Mechanisms of general anesthesia

Abstract

Anesthetics influence a wide variety of transmitter- and voltage-gated ion channels in the mammalian central nervous system. At the molecular level, the γ-aminobutyric acid (GABA) subtype A receptor has emerged as a primary therapeutic target. This review highlights recent advances in our understanding of how anesthetics modify GABAA receptor function. Anesthetics bind to discrete selective binding sites on GABAA receptors - a discovery that challenges lipid-based theories of anesthesia. Not all GABAA receptors are equally sensitive to anesthetics because positive allosteric modulation is critically dependent on receptor subunit composition.
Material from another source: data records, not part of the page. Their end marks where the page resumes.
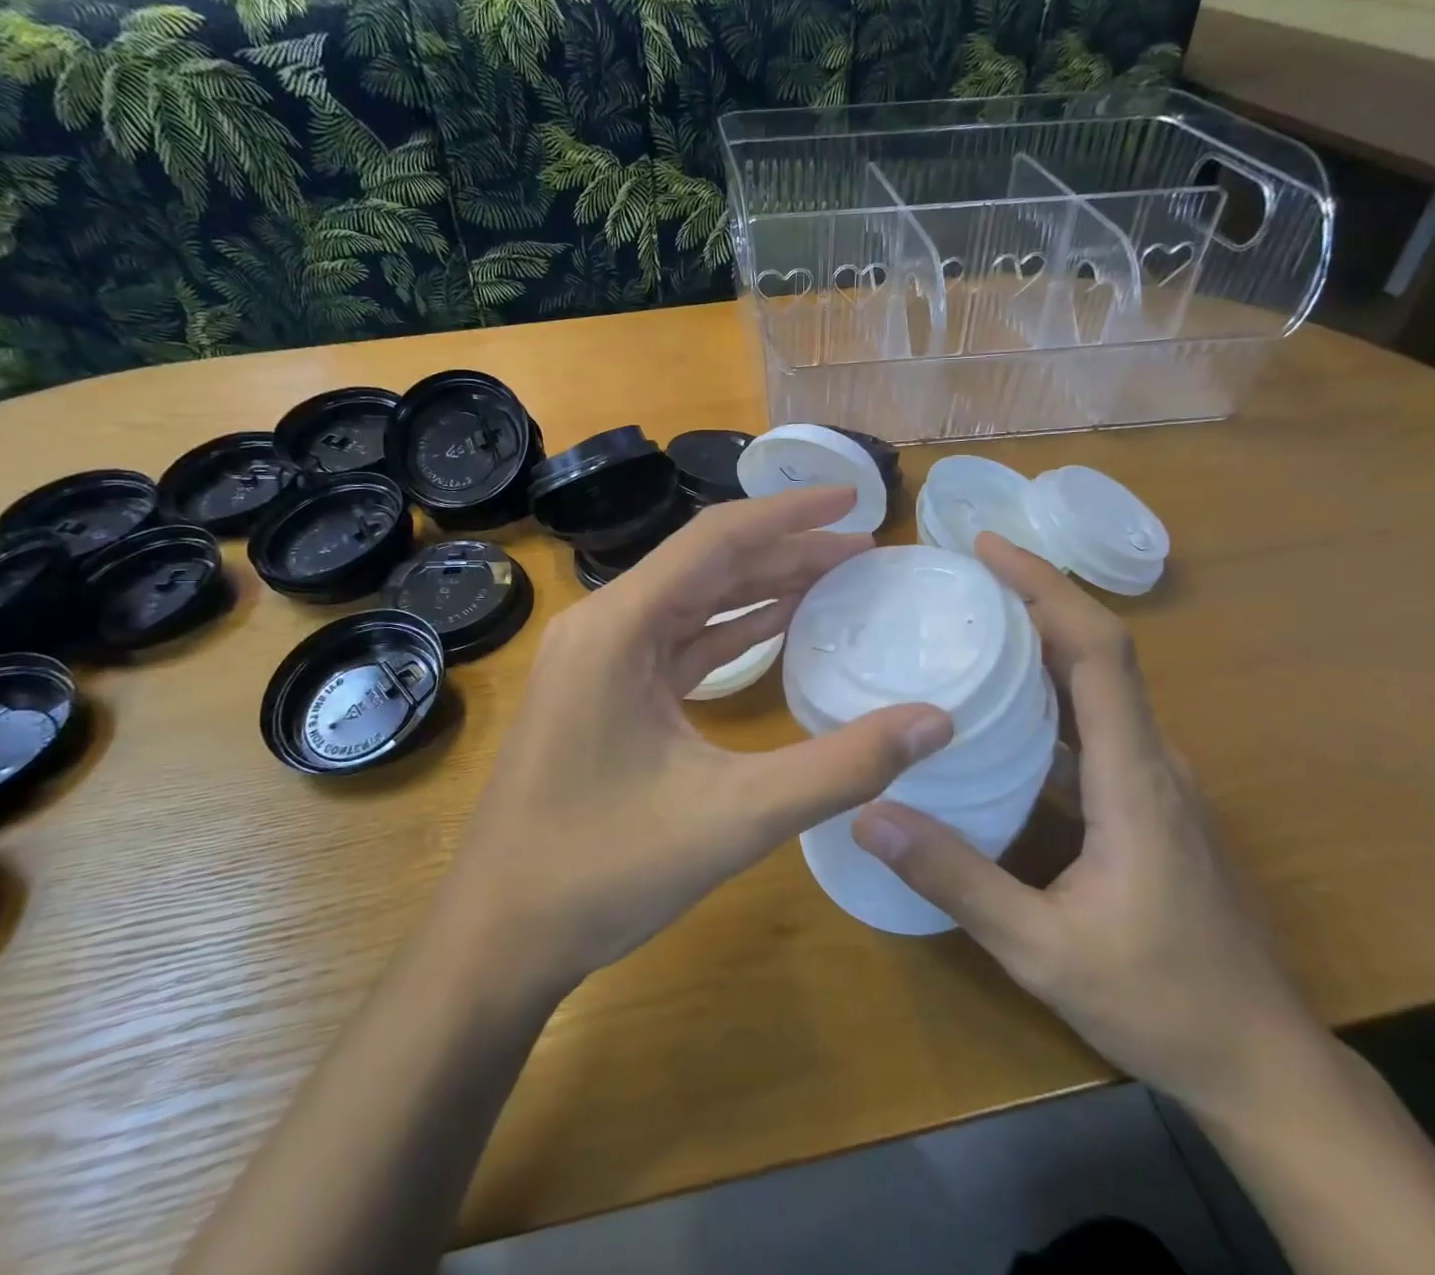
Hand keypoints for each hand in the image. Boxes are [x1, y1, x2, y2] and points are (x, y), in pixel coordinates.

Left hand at [433, 487, 954, 998]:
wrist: (497, 936)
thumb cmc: (602, 871)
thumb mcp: (734, 818)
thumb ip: (840, 767)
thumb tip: (937, 721)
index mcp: (619, 626)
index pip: (716, 539)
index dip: (790, 513)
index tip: (852, 498)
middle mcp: (603, 626)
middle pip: (707, 565)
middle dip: (786, 550)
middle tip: (863, 548)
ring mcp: (597, 660)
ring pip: (692, 602)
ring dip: (761, 587)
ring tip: (835, 577)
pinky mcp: (603, 693)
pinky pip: (677, 642)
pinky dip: (730, 631)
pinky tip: (777, 625)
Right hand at [851, 534, 1325, 1118]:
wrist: (1263, 1062)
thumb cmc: (1161, 1002)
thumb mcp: (1042, 949)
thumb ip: (956, 880)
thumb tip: (868, 814)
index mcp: (1134, 776)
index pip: (1097, 650)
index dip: (1046, 587)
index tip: (987, 549)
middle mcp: (1151, 759)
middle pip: (1097, 651)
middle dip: (1032, 598)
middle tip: (958, 578)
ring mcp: (1154, 780)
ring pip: (1097, 685)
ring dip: (1038, 643)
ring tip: (968, 627)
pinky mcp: (1148, 802)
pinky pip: (1095, 724)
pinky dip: (1047, 694)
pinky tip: (998, 716)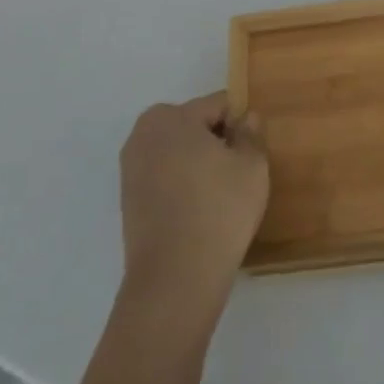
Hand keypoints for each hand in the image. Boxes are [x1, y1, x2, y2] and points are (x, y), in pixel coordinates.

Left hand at [119, 93, 268, 318]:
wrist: (175, 279)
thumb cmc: (219, 210)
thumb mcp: (252, 165)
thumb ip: (251, 133)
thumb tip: (246, 118)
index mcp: (171, 117)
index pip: (219, 104)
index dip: (242, 123)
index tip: (255, 150)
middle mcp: (143, 134)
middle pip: (194, 124)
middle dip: (217, 140)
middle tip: (240, 171)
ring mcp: (131, 168)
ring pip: (178, 151)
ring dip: (199, 162)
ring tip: (222, 193)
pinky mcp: (128, 199)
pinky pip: (165, 176)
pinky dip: (183, 183)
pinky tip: (201, 209)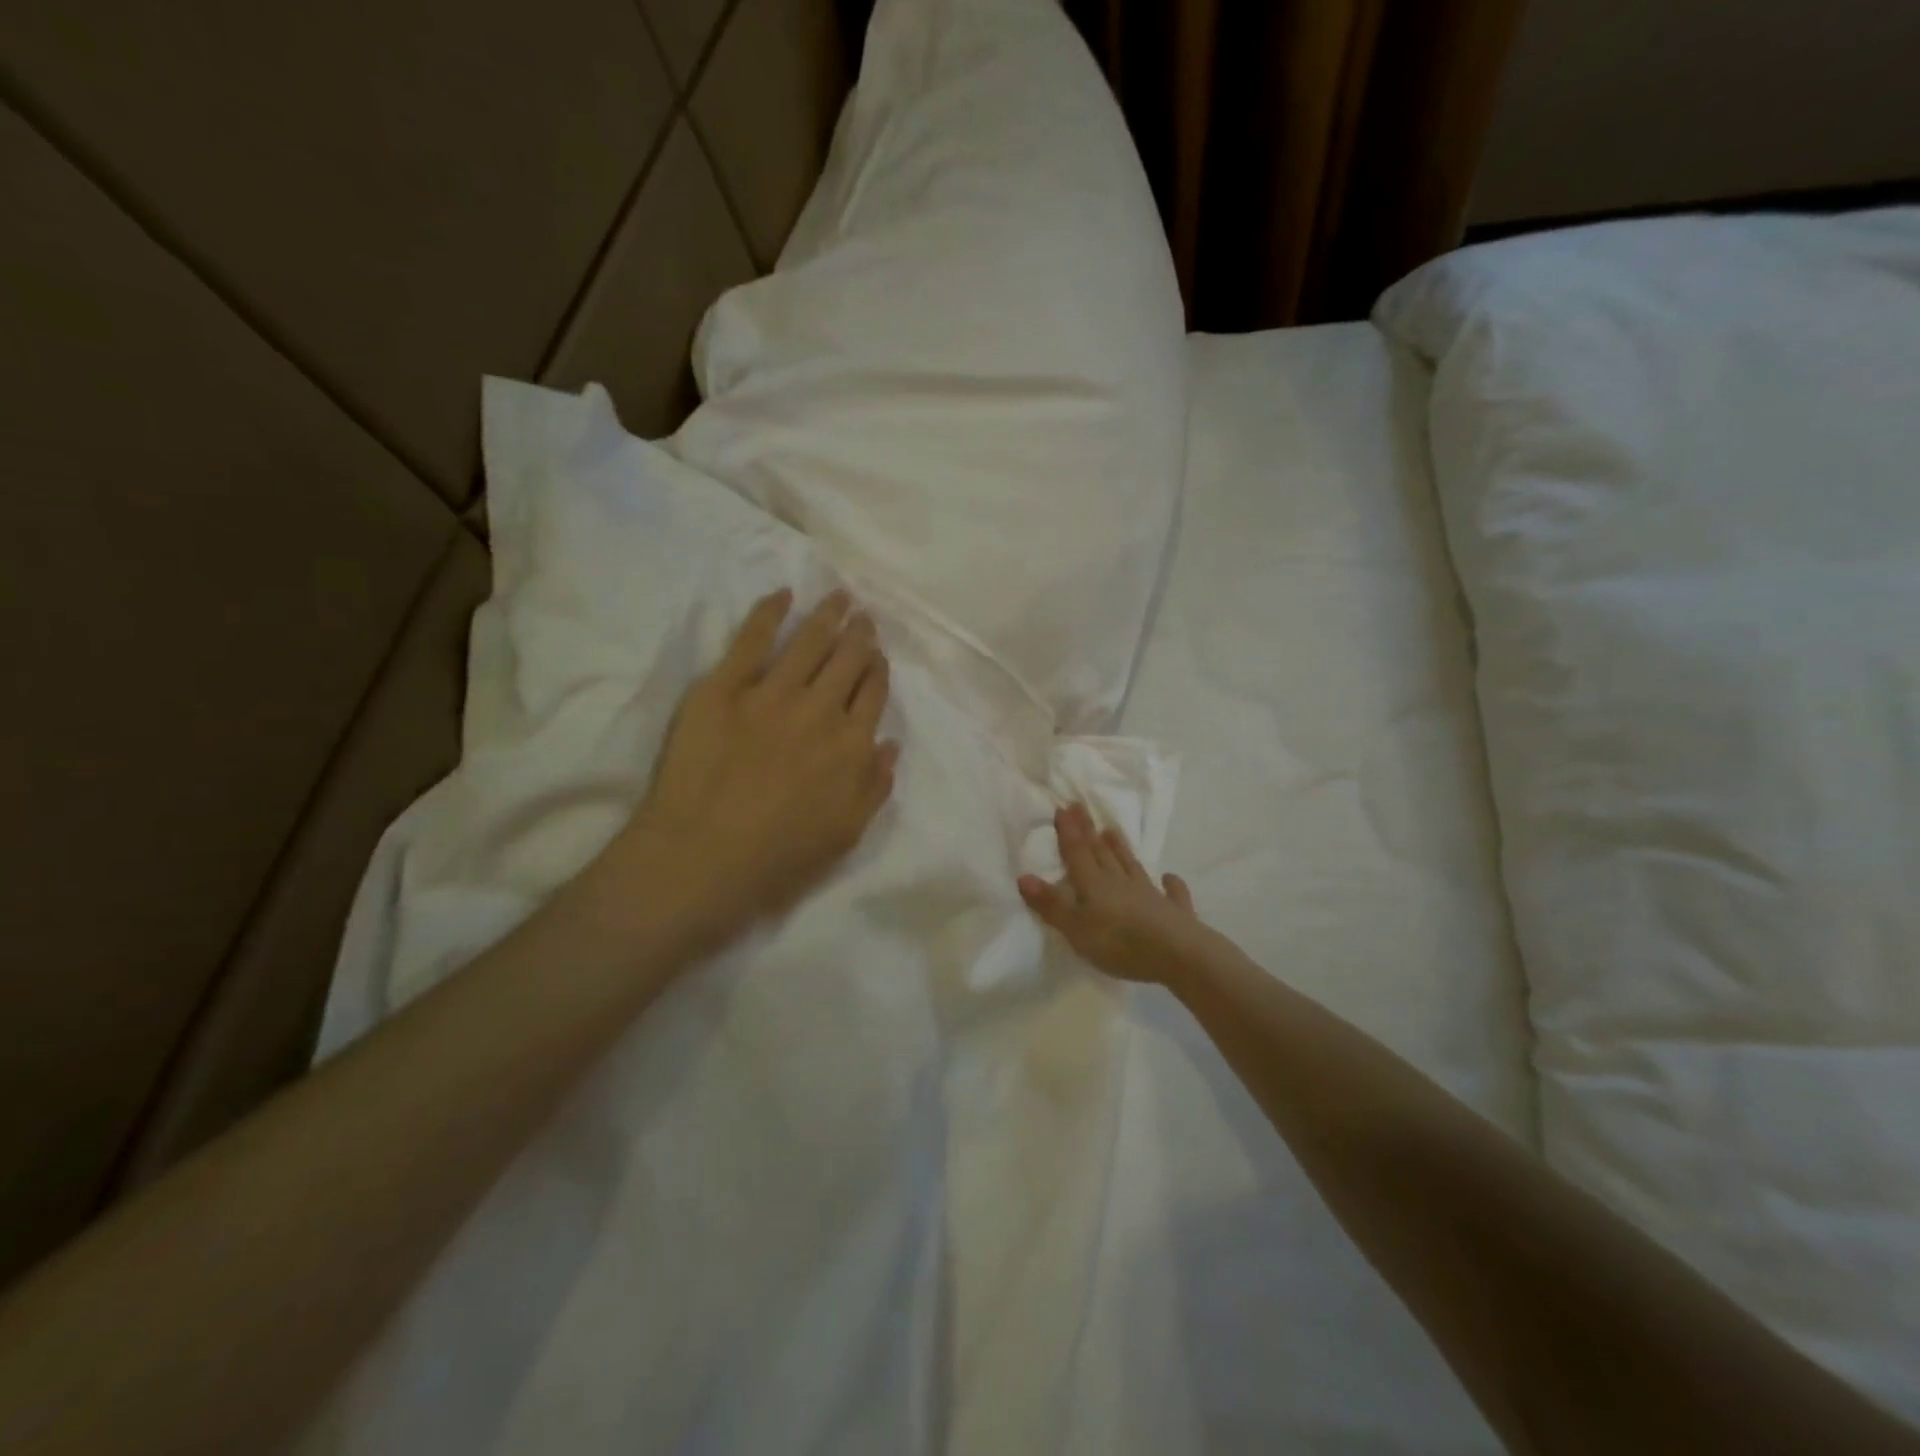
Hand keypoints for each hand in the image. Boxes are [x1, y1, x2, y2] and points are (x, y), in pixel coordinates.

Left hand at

Moreover, GABAA receptors located in extrasynaptic regions of hippocampal neurons display a greater sensitivity to propofol and benzodiazepines than do receptors located in subsynaptic regions. Enhancement in GABAergic inhibition may not account for all of the behavioral end-points associated with the anesthetic state. In particular, the immobilizing properties of anesthetics may not be solely mediated by GABAA receptors. Finally, synthetic neurosteroids are being developed as improved general anesthetics. Detailed insights into anesthetic-GABAA receptor interactions have resulted in intense efforts to develop safer drugs that selectively target subtypes of GABAA receptors.